CailinDana Wed 19-Jun-13 16:07:55

How exciting about the scan! Lovely. I think if anything shows you can cope it's the fact that you've battled through pnd twice to raise two lovely children and you're willing to battle again if you have to. If that's not coping what is??

The idiots at the clinic better watch out tomorrow.

Kittycatcat Wed 19-Jun-13 16:16:35

Congrats on the scan,apparently. Good idea re counsellor. And ditto what Cailin said. Can't believe your inlaws have let themselves in!!!

Good luck tomorrow Cailin

Apparentlychilled Wed 19-Jun-13 16:34:10

I'm glad other people are outraged that they let themselves in too- I'm so annoyed! we're about to do some work on the house and I think we're about to take the keys back permanently, with that as a pretext. Though I'm kind of minded to say stuff a pretext and tell them exactly what I think!

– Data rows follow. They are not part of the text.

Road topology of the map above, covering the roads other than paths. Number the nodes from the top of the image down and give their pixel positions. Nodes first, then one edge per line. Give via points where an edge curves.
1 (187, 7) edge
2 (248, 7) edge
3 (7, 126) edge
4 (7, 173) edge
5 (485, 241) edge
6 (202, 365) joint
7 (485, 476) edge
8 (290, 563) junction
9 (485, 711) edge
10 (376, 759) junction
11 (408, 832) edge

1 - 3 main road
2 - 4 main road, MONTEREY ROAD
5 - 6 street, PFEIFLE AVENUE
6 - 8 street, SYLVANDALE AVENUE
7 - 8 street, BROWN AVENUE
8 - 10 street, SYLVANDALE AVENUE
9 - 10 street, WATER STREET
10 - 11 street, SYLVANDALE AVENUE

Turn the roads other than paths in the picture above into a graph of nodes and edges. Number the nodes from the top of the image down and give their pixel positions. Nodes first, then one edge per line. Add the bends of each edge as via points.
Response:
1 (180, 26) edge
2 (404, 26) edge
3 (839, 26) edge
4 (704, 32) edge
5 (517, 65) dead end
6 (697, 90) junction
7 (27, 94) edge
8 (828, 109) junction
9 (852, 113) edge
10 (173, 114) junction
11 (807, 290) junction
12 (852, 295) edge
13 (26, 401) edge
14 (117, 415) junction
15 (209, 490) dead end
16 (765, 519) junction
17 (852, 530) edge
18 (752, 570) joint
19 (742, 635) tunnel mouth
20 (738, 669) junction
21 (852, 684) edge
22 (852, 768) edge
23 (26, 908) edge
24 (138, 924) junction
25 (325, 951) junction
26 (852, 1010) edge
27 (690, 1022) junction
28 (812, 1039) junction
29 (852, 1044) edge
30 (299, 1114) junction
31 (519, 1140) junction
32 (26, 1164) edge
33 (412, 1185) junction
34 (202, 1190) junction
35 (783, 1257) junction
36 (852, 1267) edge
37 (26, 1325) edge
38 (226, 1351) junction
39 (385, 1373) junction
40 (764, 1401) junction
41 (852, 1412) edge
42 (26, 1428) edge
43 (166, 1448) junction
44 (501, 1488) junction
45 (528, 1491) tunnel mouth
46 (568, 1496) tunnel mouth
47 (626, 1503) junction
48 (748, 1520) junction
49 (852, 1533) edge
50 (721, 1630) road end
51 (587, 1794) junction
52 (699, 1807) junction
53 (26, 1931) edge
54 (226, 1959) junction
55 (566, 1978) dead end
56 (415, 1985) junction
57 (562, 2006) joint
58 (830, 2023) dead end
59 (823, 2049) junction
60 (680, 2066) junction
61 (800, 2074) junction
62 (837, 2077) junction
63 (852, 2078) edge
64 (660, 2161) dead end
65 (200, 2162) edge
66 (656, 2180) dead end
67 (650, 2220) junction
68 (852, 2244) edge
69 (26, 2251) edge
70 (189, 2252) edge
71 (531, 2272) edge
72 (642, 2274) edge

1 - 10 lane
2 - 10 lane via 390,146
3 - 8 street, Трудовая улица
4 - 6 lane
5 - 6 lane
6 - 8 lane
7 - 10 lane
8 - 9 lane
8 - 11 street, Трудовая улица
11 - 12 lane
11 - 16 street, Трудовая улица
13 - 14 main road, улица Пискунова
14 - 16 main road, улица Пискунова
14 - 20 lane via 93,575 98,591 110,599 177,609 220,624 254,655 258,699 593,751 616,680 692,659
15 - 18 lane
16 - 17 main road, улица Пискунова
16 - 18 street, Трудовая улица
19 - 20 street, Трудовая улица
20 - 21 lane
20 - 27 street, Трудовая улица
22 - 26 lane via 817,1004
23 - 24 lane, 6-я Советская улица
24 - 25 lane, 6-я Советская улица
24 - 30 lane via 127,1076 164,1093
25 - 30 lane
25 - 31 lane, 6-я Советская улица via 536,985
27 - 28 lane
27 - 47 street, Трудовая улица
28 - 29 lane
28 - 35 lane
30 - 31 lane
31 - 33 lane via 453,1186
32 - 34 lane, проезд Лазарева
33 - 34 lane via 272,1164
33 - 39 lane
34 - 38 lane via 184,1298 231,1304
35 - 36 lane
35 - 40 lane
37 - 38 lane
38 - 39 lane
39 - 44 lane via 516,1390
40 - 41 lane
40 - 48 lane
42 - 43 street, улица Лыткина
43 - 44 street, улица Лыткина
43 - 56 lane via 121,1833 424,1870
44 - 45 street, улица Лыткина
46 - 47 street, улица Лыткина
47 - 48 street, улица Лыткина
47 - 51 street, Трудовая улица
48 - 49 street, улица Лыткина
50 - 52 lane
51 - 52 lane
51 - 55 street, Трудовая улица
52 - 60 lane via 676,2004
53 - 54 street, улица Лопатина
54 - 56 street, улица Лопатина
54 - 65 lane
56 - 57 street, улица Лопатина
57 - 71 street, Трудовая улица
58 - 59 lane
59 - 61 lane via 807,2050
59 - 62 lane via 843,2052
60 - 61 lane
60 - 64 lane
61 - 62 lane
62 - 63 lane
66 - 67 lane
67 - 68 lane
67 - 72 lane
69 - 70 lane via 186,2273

Will be thinking of you tomorrow Cailin.

Apparentlychilled Thu 20-Jun-13 09:01:34

Good luck today Cailin.

CailinDana Thu 20-Jun-13 14:17:53

Well the news isn't great. Consultant said i'm stuck with a leaking hole in my breast until i stop bfing. The only thing i can do is dress the wound and be fastidious about keeping it clean. That means cleaning and dressing it 4-5 times a day. Which will be easy as i have nothing else to do.

On a minorly positive side he said sorry.

Apparentlychilled Thu 20-Jun-13 14:26:44

sorry?!!! that's the bloody least he should have said! Did he give any reason for not warning you of this BEFORE the op? Tosser!

I know you were keen to get DD to take more from a bottle anyhow. Will you continue to try to get her to do so and see how things go (both w breast healing and dd taking to the bottle)? God help you - this is so unfair, and not what you need at the best of times.

CailinDana Thu 20-Jun-13 14:32:22

We're still trying our best to get dd on a bottle but no luck so far.

Apparentlychilled Sun 23-Jun-13 19:27:51

Hey Cailin. Just a little wave from Yorkshire. Been a bit hectic the last few days w travelling home for funeral etc. am utterly pooped and kind of brainless now- suspect I shd have passed on the funeral. Thinking of you.

CailinDana Mon 24-Jun-13 14:10:39

Having an awful day today. Feeling incredibly guilty about being on meds while bfing. Considering stopping meds.

Apparentlychilled Mon 24-Jun-13 17:20:57

speak to your dr before you do, Cailin- I know they wouldn't have put you on anything that was bad for DD. Deep breath. One day more is nearly over.

CailinDana Mon 24-Jun-13 17:57:56

Thanks as ever chilled. Had a good talk to dh about it and i'm going to stick with the current dose.

Apparentlychilled Mon 01-Jul-13 21:31:45

Hi Cailin

How are things?

CailinDana Mon 01-Jul-13 21:46:05

Hi chilled. Sorry for the slow reply. I'm pretty good. Dd is now taking a small bit of milk enthusiastically every day from a doidy cup. Not a perfect solution as it's no good for night feeds but it's better than nothing. Had a lovely weekend - went out both days and kids were in top form. Still quite anxious but managing not to let it cripple me. Still no sleep but hey can't have everything!

How are you?

Apparentlychilled Tue 02-Jul-13 13:17:27

Glad to hear it was a good weekend and that there's progress w DD!

I'm good. Lots of morning sickness and utterly wiped out most of the time, but I know that's all good. I should have my (normal 12 week) scan in about 2 weeks, so I'm looking forward to getting to that point.

SnoozyGiraffe Thu 19-Sep-13 19:41:52

Thanks Cailin, for starting this chat. I've just had my first baby, she's four weeks old and I've got pnd. It's really good to hear from people who've survived it because I'm quite frustrated with my lack of progress, even though everyone says it's early days.
I was just wondering if anyone had been sent to a mother and baby unit? The HV keeps mentioning it but I can't imagine what it would be like and I think it would be really hard on my OH. Sorry if I should have started a new chat confused.